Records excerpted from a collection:
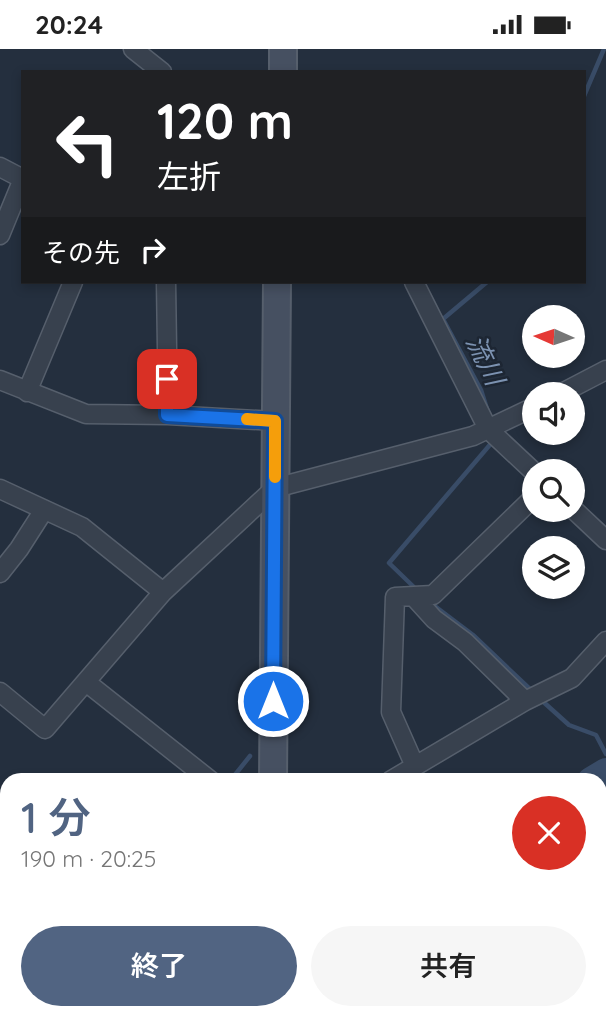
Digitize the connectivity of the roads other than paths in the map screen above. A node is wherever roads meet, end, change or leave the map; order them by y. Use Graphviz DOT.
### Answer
graph roads {
  1 [pos="133,49"];
  2 [pos="283,49"];
  3 [pos="159,70"];
  4 [pos="283,70"];
  5 [pos="0,167"];
  6 [pos="21,178"];
  7 [pos="21,184"];
  8 [pos="0,235"];
  9 [pos="72,284"];
  10 [pos="166,284"];
  11 [pos="277,284"];
  12 [pos="415,284"];
  13 [pos="606,370"];
  14 [pos="0,380"];
  15 [pos="583,382"];
  16 [pos="27,391"];
  17 [pos="522,413"];
  18 [pos="167,415"];
  19 [pos="275,421"];
  20 [pos="488,429"];
  21 [pos="522,461"];
  22 [pos="275,488"];
  23 [pos="0,489"];
  24 [pos="522,509"];
  25 [pos="44,510"];
  26 [pos="585,521"];
  27 [pos="606,540"];
  28 [pos="0,573"];
  29 [pos="163,592"];
  30 [pos="414,597"];
  31 [pos="606,641"];
  32 [pos="86,681"];
  33 [pos="0,693"];
  34 [pos="525,701"];
  35 [pos="414,764"];
  36 [pos="201,773"];
  37 [pos="272,773"];
  38 [pos="401,773"];
  1 -- 3 [label="street"];
  2 -- 4 [label="street"];
  5 -- 6 [label="street"];
  7 -- 8 [label="street"];
  9 -- 16 [label="street"];
  10 -- 18 [label="street"];
  11 -- 19 [label="street"];
  12 -- 20 [label="street"];
  13 -- 15 [label="street"];
  14 -- 16 [label="street"];
  16 -- 18 [label="street"];
  17 -- 20 [label="street"];
  18 -- 19 [label="street"];
  19 -- 22 [label="street"];
  20 -- 21 [label="street"];
  20 -- 22 [label="street"];
  22 -- 29 [label="street"];
  22 -- 37 [label="street"];
  23 -- 25 [label="street"];
  24 -- 30 [label="street"];
  25 -- 28 [label="street"];
  25 -- 29 [label="street"];
  26 -- 27 [label="street"];
  29 -- 32 [label="street"];
  30 -- 34 [label="street"];
  30 -- 35 [label="street"];
  31 -- 34 [label="street"];
  32 -- 33 [label="street"];
  32 -- 36 [label="street"];
  34 -- 35 [label="street"];
  35 -- 38 [label="street"];
}
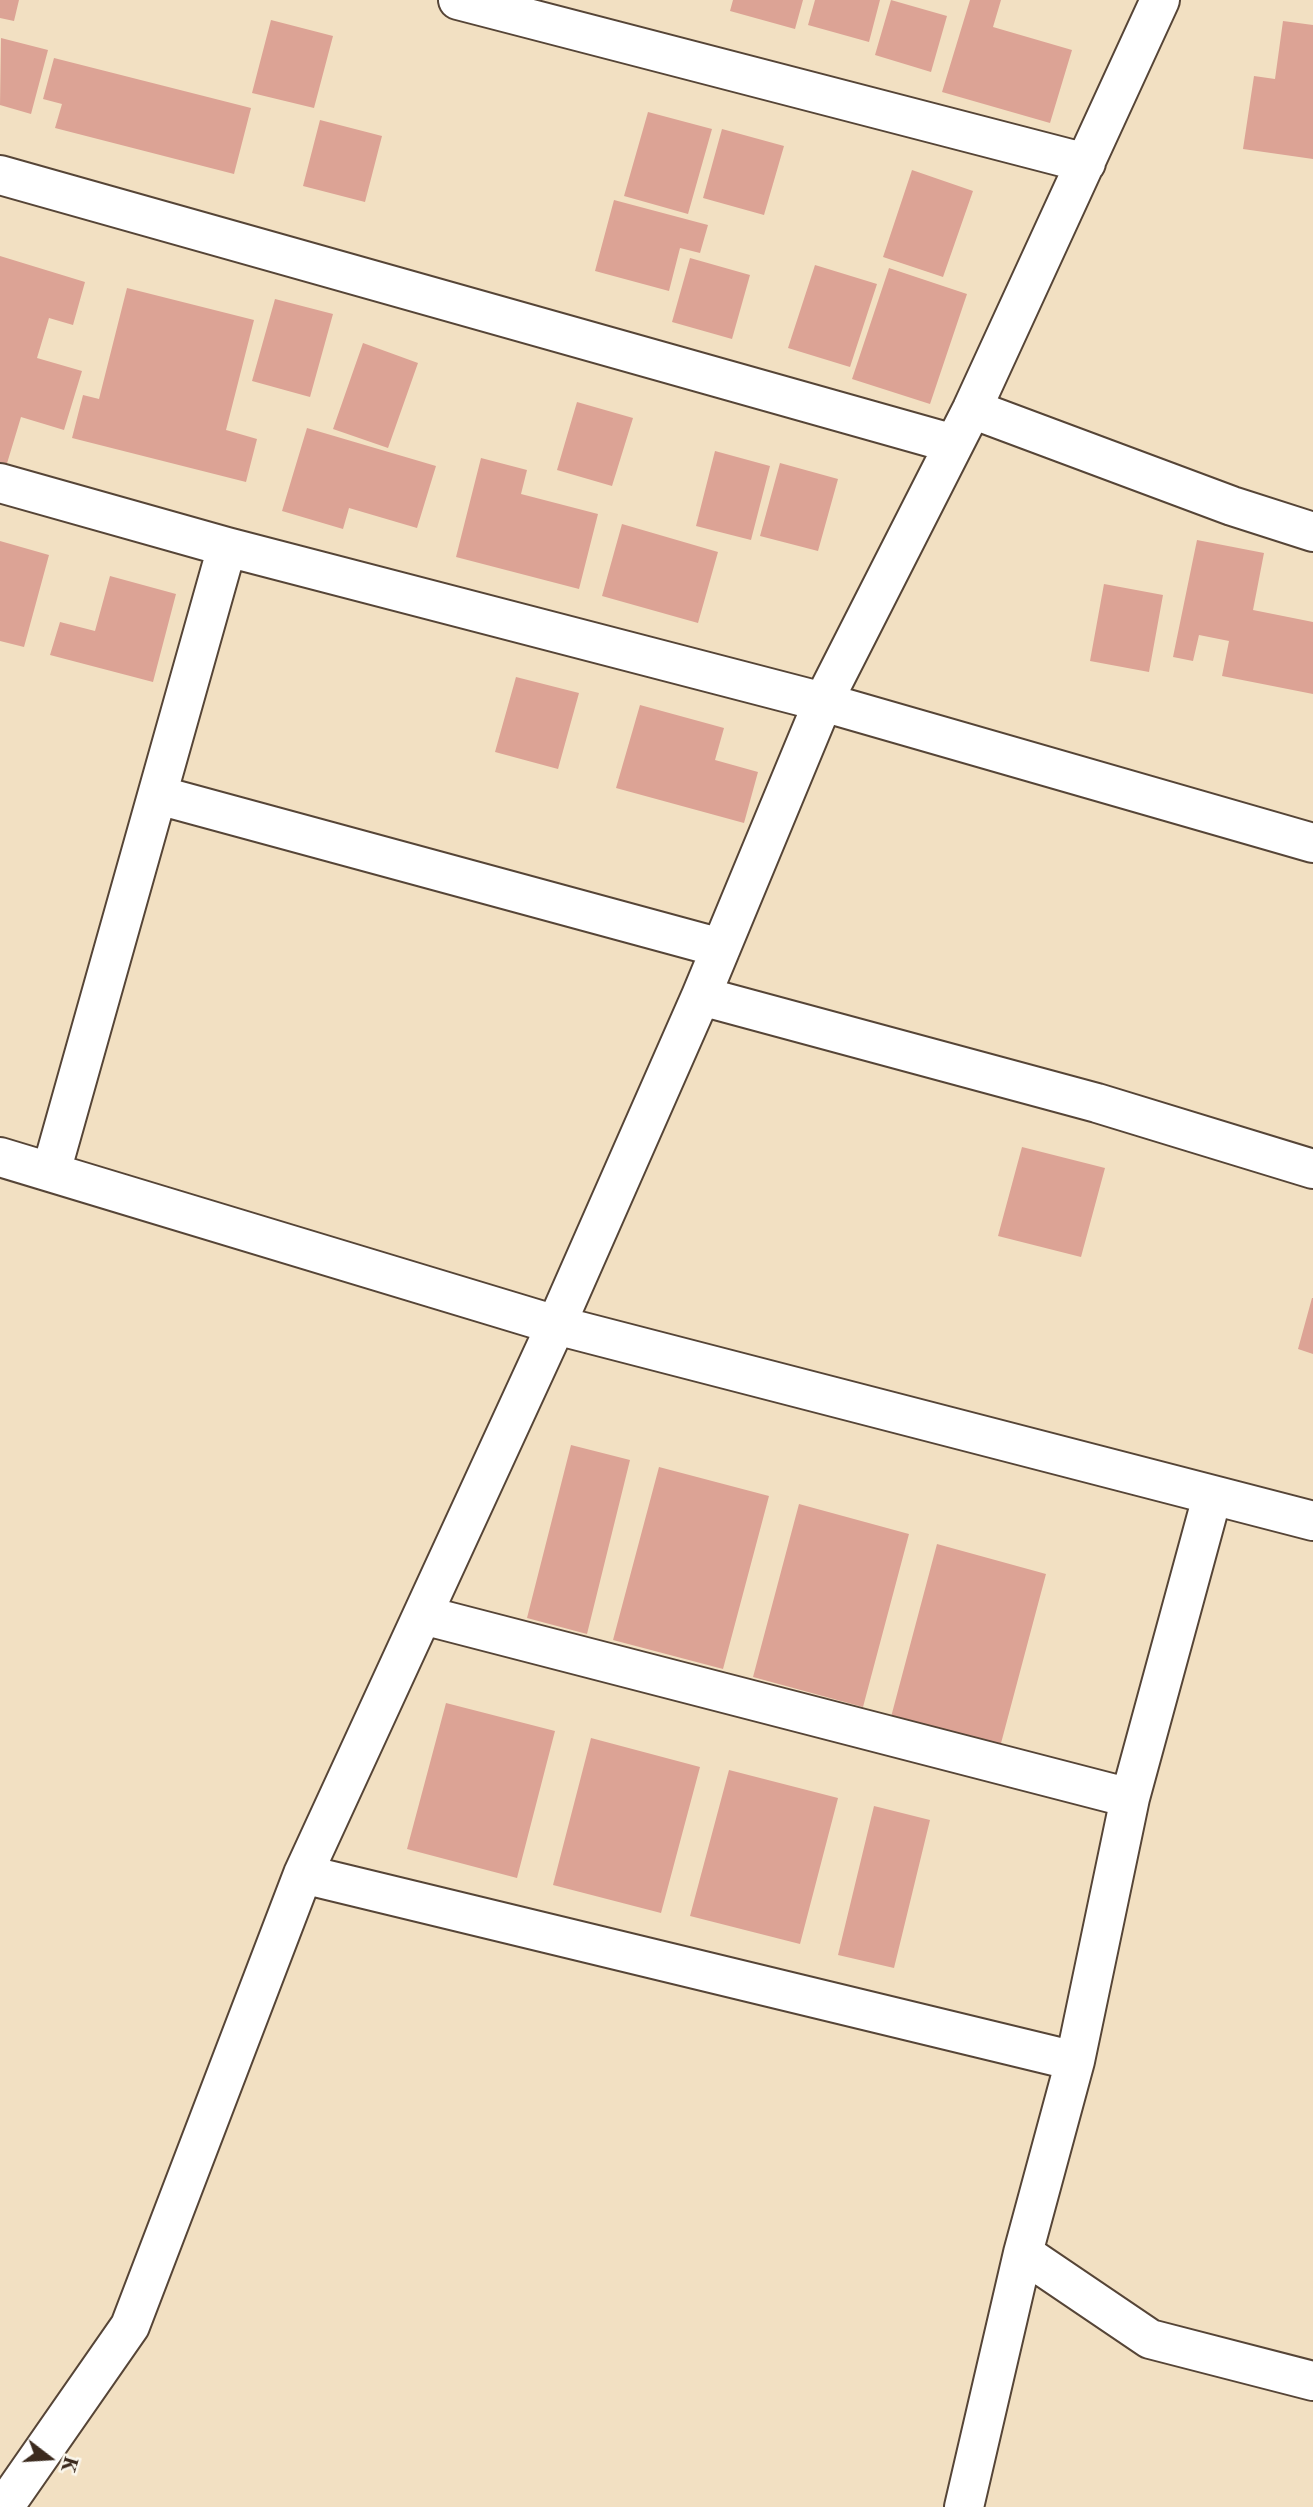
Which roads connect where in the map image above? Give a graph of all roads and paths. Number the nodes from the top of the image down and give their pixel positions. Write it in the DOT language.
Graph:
graph roads {
  1 [pos="458,0"];
  2 [pos="1160,0"];
  3 [pos="1086,163"];
  4 [pos="0,175"];
  5 [pos="972,409"];
  6 [pos="954,444"];
  7 [pos="0,483"];
  8 [pos="1313,532"];
  9 [pos="227,547"];
  10 [pos="823,702"];
  11 [pos="158,794"];
  12 [pos="1313,843"];
  13 [pos="721,948"];
  14 [pos="701,996"];
  15 [pos="0,1157"];
  16 [pos="1313,1169"];
  17 [pos="51,1172"];
  18 [pos="556,1325"];
  19 [pos="1212,1497"];
  20 [pos="1313,1521"];
  21 [pos="423,1615"];
  22 [pos="1130,1798"];
  23 [pos="303,1874"];
  24 [pos="1075,2061"];
  25 [pos="1023,2253"];
  26 [pos="1313,2381"];
  27 [pos="4,2507"];
  28 [pos="964,2507"];
  1 -- 3 [label="street"];
  2 -- 3 [label="street"];
  3 -- 5 [label="street"];
  4 -- 6 [label="street"];
  5 -- 6 [label="street"];
  5 -- 8 [label="street"];
  6 -- 10 [label="street"];
  7 -- 9 [label="street"];
  9 -- 10 [label="street"];
  9 -- 11 [label="street"];
  10 -- 12 [label="street"];
  10 -- 13 [label="street"];
  11 -- 13 [label="street"];
  11 -- 17 [label="street"];
  13 -- 14 [label="street"];
  14 -- 16 [label="street"];
  14 -- 18 [label="street"];
  15 -- 17 [label="street"];
  17 -- 18 [label="street"];
  18 -- 19 [label="street"];
  18 -- 21 [label="street"];
  19 -- 20 [label="street"];
  19 -- 22 [label="street"];
  21 -- 22 [label="street"];
  21 -- 23 [label="street"];
  22 -- 24 [label="street"];
  23 -- 24 [label="street"];
  23 -- 27 [label="street"];
  24 -- 25 [label="street"];
  25 -- 26 [label="street"];
  25 -- 28 [label="street"];
}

Assignment:
The records above are to be duplicated exactly, pictures left out.

Expected output:
Digitize the connectivity of the roads other than paths in the map screen above. A node is wherever roads meet, end, change or leave the map; order them by y. Use Graphviz DOT.
### Answer
graph roads {
  1 [pos="133,49"];
  2 [pos="283,49"];
  3 [pos="159,70"];
  4 [pos="283,70"];
  5 [pos="0,167"];
  6 [pos="21,178"];
  7 [pos="21,184"];
  8 [pos="0,235"];
  9 [pos="72,284"];
  10 [pos="166,284"];
  11 [pos="277,284"];
  12 [pos="415,284"];
  13 [pos="606,370"];
  14 [pos="0,380"];
  15 [pos="583,382"];
  16 [pos="27,391"];
  17 [pos="522,413"];
  18 [pos="167,415"];
  19 [pos="275,421"];
  20 [pos="488,429"];
  21 [pos="522,461"];
  22 [pos="275,488"];
  23 [pos="0,489"];
  24 [pos="522,509"];
  25 [pos="44,510"];
  26 [pos="585,521"];
  27 [pos="606,540"];
  28 [pos="0,573"];
  29 [pos="163,592"];
  30 [pos="414,597"];
  31 [pos="606,641"];
  32 [pos="86,681"];
  33 [pos="0,693"];
  34 [pos="525,701"];
  35 [pos="414,764"];
  36 [pos="201,773"];
  37 [pos="272,773"];
  38 [pos="401,773"];
  1 -- 3 [label="street"];
  2 -- 4 [label="street"];
  5 -- 6 [label="street"];
  7 -- 8 [label="street"];
  9 -- 16 [label="street"];
  10 -- 18 [label="street"];
  11 -- 19 [label="street"];
  12 -- 20 [label="street"];
  13 -- 15 [label="street"];
  14 -- 16 [label="street"];
  16 -- 18 [label="street"];
  17 -- 20 [label="street"];
  18 -- 19 [label="street"];
  19 -- 22 [label="street"];
  20 -- 21 [label="street"];
  20 -- 22 [label="street"];
  22 -- 29 [label="street"];
  22 -- 37 [label="street"];
  23 -- 25 [label="street"];
  24 -- 30 [label="street"];
  25 -- 28 [label="street"];
  25 -- 29 [label="street"];
  26 -- 27 [label="street"];
  29 -- 32 [label="street"];
  30 -- 34 [label="street"];
  30 -- 35 [label="street"];
  31 -- 34 [label="street"];
  32 -- 33 [label="street"];
  32 -- 36 [label="street"];
  34 -- 35 [label="street"];
  35 -- 38 [label="street"];
}
Which roads connect where in the map image above? Give a graph of all roads and paths. Number the nodes from the top of the image down and give their pixel positions. Write it in the DOT language.
Graph:
graph roads {
  1 [pos="458,0"];
  2 [pos="1160,0"];
  3 [pos="1086,163"];
  4 [pos="0,175"];
  5 [pos="972,409"];
  6 [pos="954,444"];
  7 [pos="0,483"];
  8 [pos="1313,532"];
  9 [pos="227,547"];
  10 [pos="823,702"];
  11 [pos="158,794"];
  12 [pos="1313,843"];
  13 [pos="721,948"];
  14 [pos="701,996"];
  15 [pos="0,1157"];
  16 [pos="1313,1169"];
  17 [pos="51,1172"];
  18 [pos="556,1325"];
  19 [pos="1212,1497"];
  20 [pos="1313,1521"];
  21 [pos="423,1615"];
  22 [pos="1130,1798"];
  23 [pos="303,1874"];
  24 [pos="1075,2061"];
  25 [pos="1023,2253"];
  26 [pos="1313,2381"];
  27 [pos="4,2507"];
  28 [pos="964,2507"];
  1 -- 3 [label="street"];
  2 -- 3 [label="street"];
  3 -- 5 [label="street"];
  4 -- 6 [label="street"];
  5 -- 6 [label="street"];
  5 -- 8 [label="street"];
  6 -- 10 [label="street"];
  7 -- 9 [label="street"];
  9 -- 10 [label="street"];
  9 -- 11 [label="street"];
  10 -- 12 [label="street"];
  10 -- 13 [label="street"];
  11 -- 13 [label="street"];
  11 -- 17 [label="street"];
  13 -- 14 [label="street"];
  14 -- 16 [label="street"];
  14 -- 18 [label="street"];
  15 -- 17 [label="street"];
  17 -- 18 [label="street"];
  18 -- 19 [label="street"];
  18 -- 21 [label="street"];
  19 -- 20 [label="street"];
  19 -- 22 [label="street"];
  21 -- 22 [label="street"];
  21 -- 23 [label="street"];
  22 -- 24 [label="street"];
  23 -- 24 [label="street"];
  23 -- 27 [label="street"];
  24 -- 25 [label="street"];
  25 -- 26 [label="street"];
  25 -- 28 [label="street"];
}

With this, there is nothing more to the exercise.